Apparently I missed real fireworks after leaving Cannes on Thursday. Lee Daniels's The Paperboy not only earned terrible reviews (the AV Club's Mike D'Angelo on Twitter: "Lee Daniels. The worst director of our time, or the worst director of all time? Discuss"), but sources suggest that apart from its general ineptitude, it features a scene in which Nicole Kidman urinates on Zac Efron. How could I ditch France without catching that?

More frustratingly, I also missed David Cronenberg's Cosmopolis and Jeff Nichols's Mud, which screened Friday and Saturday, respectively, and seem to have divided the international press corps. Cosmopolis, Cronenberg's much-anticipated adaptation of Don DeLillo's novel, will open in late summer, so I'll see that one soon enough. But if I fail to predict an award for one of those two (or such lesser-heralded titles as Im Sangsoo's The Taste of Money and Sergei Lotznitsa's In the Fog), you now know why.

I did, however, end my festival with fireworks of a different sort—Leos Carax's Holy Motors and Carlos Reygadas's Post Tenebras Lux. The latter received the most baffled reception I've ever witnessed at Cannes: boos and, I'm pretty sure, moos, for a movie in which livestock makes up a significant portion of the cast, followed by almost reflexive applause. The opening sequence, in which a young girl frolics with farm animals as a storm approaches, is mesmerizing on a formal level—a hypnotic combination of focal tricks, grounding-level shooting and the sounds of approaching thunder. A subsequent scene in which a minotaur-like specter wanders through a home seems to be an homage to Thai director Apichatpong Weerasethakul's patented combination of the natural and the cosmic. (One way to read the film is as a prelude to a man's death—a sort of Mexican Uncle Boonmee Who Can Recall His Past Lives.) But the class tract that makes up much of the movie is so disconnected that, as a colleague remarked, it could have been re-edited in any order.

One of the best-loved titles at the festival—and tipped by many to win the Palme d'Or—Holy Motors represents a comeback for former cinéma du look superstar Leos Carax, whose last first feature was 1999's Pola X. Carax regular Denis Lavant plays a movie star–like figure who crisscrosses Paris assuming assorted roles—a homeless lady, for instance, or the sewer monster from Carax's short "Merde" (2008). Carax himself is seen at the beginning, and Holy Motors alternately plays as confession or an especially uninhibited autobiography.
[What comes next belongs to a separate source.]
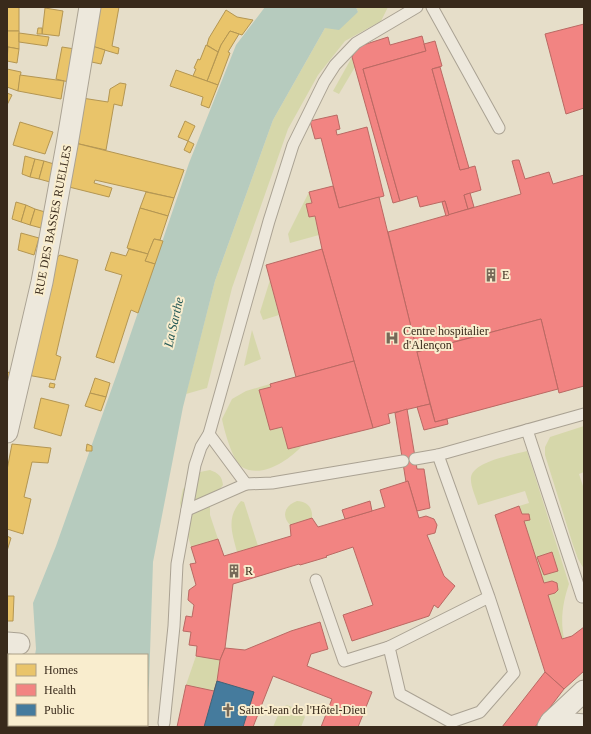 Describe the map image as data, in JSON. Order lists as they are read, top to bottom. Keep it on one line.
{"streets":{"street":["RUE DES BASSES RUELLES"]},"water":["La Sarthe"],"places":{"building":["E","R"],"hospital":["Centre hospitalier d'Alençon"],"church":["Saint-Jean de l'Hôtel-Dieu"]},"legend":["Homes","Health","Public"]}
Holy Motors peaks early, with one of Lavant's guises going to a film studio to shoot a motion-capture segment, an interlude that resembles a real-word Tron. There's an impromptu musical number by Kylie Minogue and warm banter between Lavant's character and his driver (played by Eyes Without a Face's Edith Scob, sensational). Less visually lush than Carax's other films, Holy Motors sometimes gives off a weird-for-weird's-sake vibe, but no movie at the festival matched it for scene-for-scene inventiveness.
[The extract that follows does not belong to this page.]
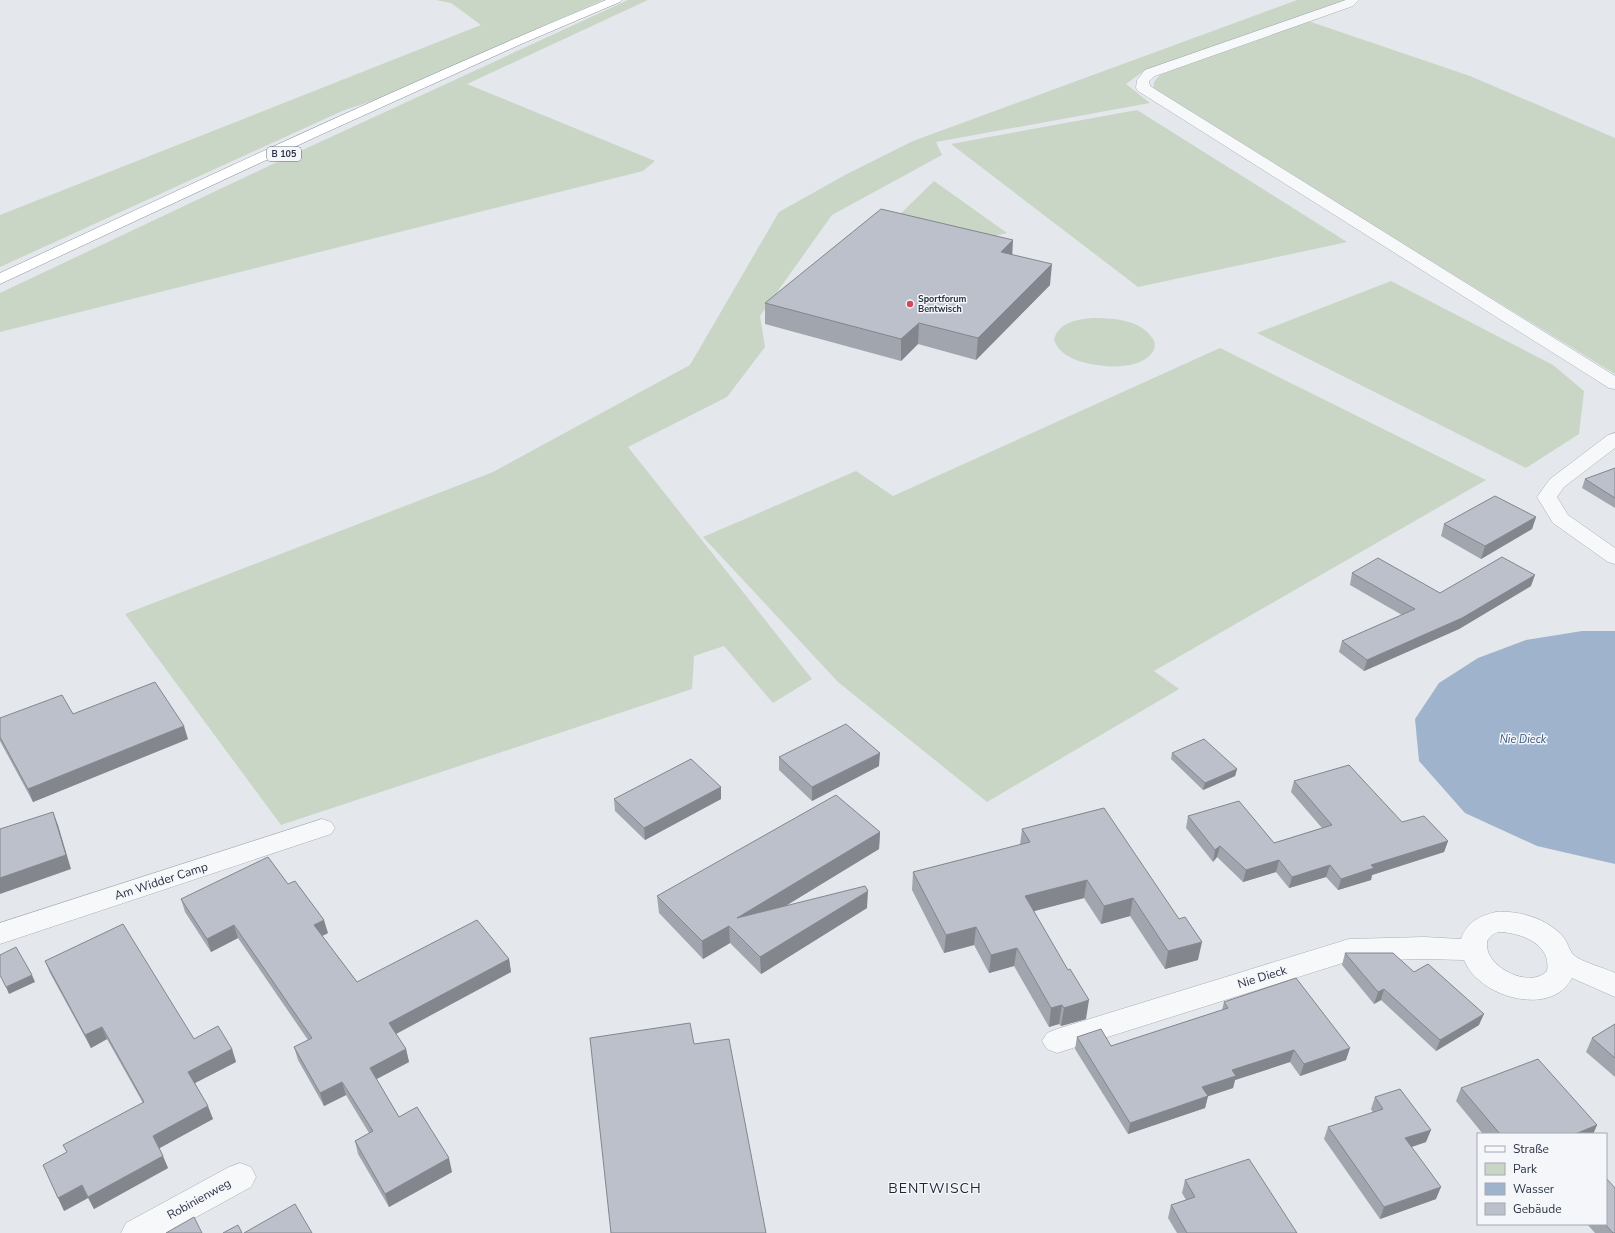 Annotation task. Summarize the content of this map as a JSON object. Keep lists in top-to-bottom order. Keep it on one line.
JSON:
{"streets":{"highway":["B 105"],"street":["Am Widder Camp","Nie Dieck","Robinienweg"]},"districts":["BENTWISCH"],"water":["Nie Dieck"],"places":["Sportforum Bentwisch"],"legend":["Straße","Park","Wasser","Gebäude"]}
The awards will be held in a few hours, French time, and predicting the winners is a notoriously tall order. No matter what the critical consensus is, the jury is composed of various film artists (plus Jean-Paul Gaultier) whose tastes and familiarity with the directors in question are unknown. For all the prognostication we see every year, no one knows anything—and this year is more open than most. One last caveat: Because I've only seen 17 of the 22 competition films, consider these educated guesses at best.

Palme d'Or Holy Motors
French films almost never win (before The Class in 2008, you have to go back to Under Satan's Sun in 1987), but Motors's chief competition, Amour by Michael Haneke, is (a) also French and (b) at a disadvantage because Haneke just won in 2009 for The White Ribbon. At once visionary-looking and heartfelt, Carax's movie offers a middle ground in a fest divided largely between underwhelming commercial efforts and off-the-wall experiments.

Grand Jury Prize (second place) Moonrise Kingdom OR something I haven't seen yet

A cop-out, maybe, but my other instinctive choice here, Alain Resnais's You Ain't Seen Nothin' Yet!, seems to bore as many people as it entrances. Moonrise Kingdom doesn't really need the prize, but it's a crowd-pleaser, and my awards list was looking a little grim. Another possibility: Cristian Mungiu's Beyond the Hills, which strikes the right balance between austerity and accessibility.

Jury Prize Post Tenebras Lux
This award tends to be more a pat on the back for fence-swinging than an all-out endorsement. I suspect the jury will find a way to honor Reygadas here. He also won the fest's unofficial Prix de WTF in 2007, for Silent Light.

Best Director Abbas Kiarostami, Like Someone in Love
Jury president Nanni Moretti is a professed Kiarostami admirer, and even those who find Like Someone in Love baffling have to swoon for its gorgeous cinematography and booby-trapped construction. Giving Kiarostami Best Director is a way to honor the movie as part of an ongoing project—the film continues the themes of Certified Copy and Close-Up—rather than a standalone work.

Best Actor Jean-Louis Trintignant, Amour
The star of The Conformist and Z might have earned this as a career-capping honor, but he's also the lifeblood of Haneke's Amour, giving a sensitive, visceral and boundlessly moving performance as a husband caring for his dying wife. There's no way that film walks away empty-handed. But Trintignant admittedly has a lot of competition, from Mads Mikkelson (of Thomas Vinterberg's unpersuasive written persecution thriller The Hunt) and especially Aniello Arena, the star of Matteo Garrone's Reality, who has quite a compelling back story.

Best Actress Marion Cotillard, Rust and Bone
The jury might also double down on Amour by selecting Emmanelle Riva, who plays Trintignant's character's wife. But Cotillard's performance as a woman who loses her legs is clearly the highlight of the competition title that seems most simpatico with jury president Nanni Moretti's sensibility.

Best Screenplay Paul Laverty, The Angels' Share
[Shrugs.] Word on the street is that jurors Alexander Payne and Ewan McGregor laughed all the way through this film. I'm not sure that means it will win an award, but that's more evidence than I've got for most of these.